[Stored items]
↓↓↓
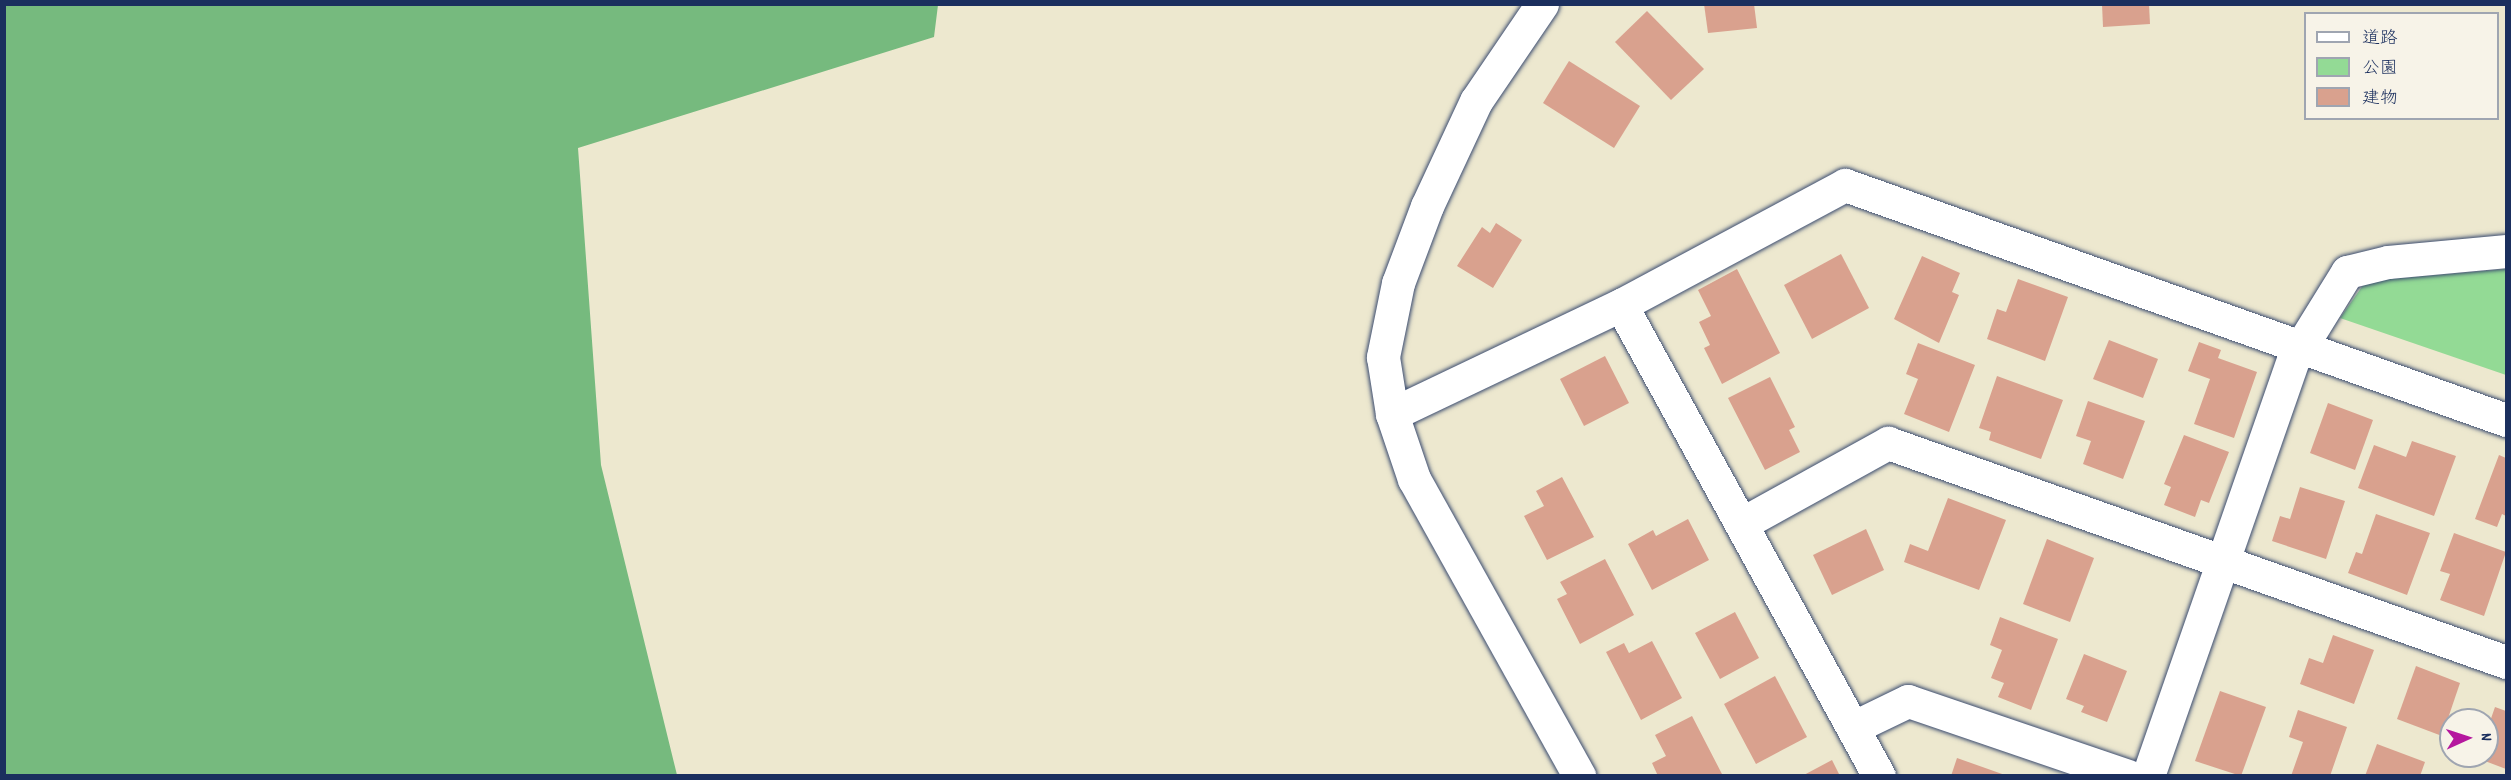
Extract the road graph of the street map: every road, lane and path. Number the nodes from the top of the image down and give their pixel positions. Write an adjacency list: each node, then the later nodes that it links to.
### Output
1 (1542, 4): 5 (street)
2 (2506, 251): 4 (street)
3 (1621, 305): 4 (street); 5 (street); 7 (street)
4 (2300, 345): 6 (street); 8 (street)
5 (1392, 414): 11 (street)
6 (2506, 420)
7 (1743, 523): 8 (street); 10 (street)
8 (2221, 561): 9 (street); 14 (street)
9 (2506, 662)
10 (1854, 727): 12 (street); 13 (street)
11 (1579, 776)
12 (1879, 776)
13 (2127, 776)
14 (2148, 776)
↑↑↑
▶ **Exercise instructions**:
Please transcribe all of the entries word for word, with the pictures left out.

▶ **Task result**:
Extract the road graph of the street map: every road, lane and path. Number the nodes from the top of the image down and give their pixel positions. Write an adjacency list: each node, then the later nodes that it links to.
### Output
1 (1542, 4): 5 (street)
2 (2506, 251): 4 (street)
3 (1621, 305): 4 (street); 5 (street); 7 (street)
4 (2300, 345): 6 (street); 8 (street)
5 (1392, 414): 11 (street)
6 (2506, 420)
7 (1743, 523): 8 (street); 10 (street)
8 (2221, 561): 9 (street); 14 (street)
9 (2506, 662)
10 (1854, 727): 12 (street); 13 (street)
11 (1579, 776)
12 (1879, 776)
13 (2127, 776)
14 (2148, 776)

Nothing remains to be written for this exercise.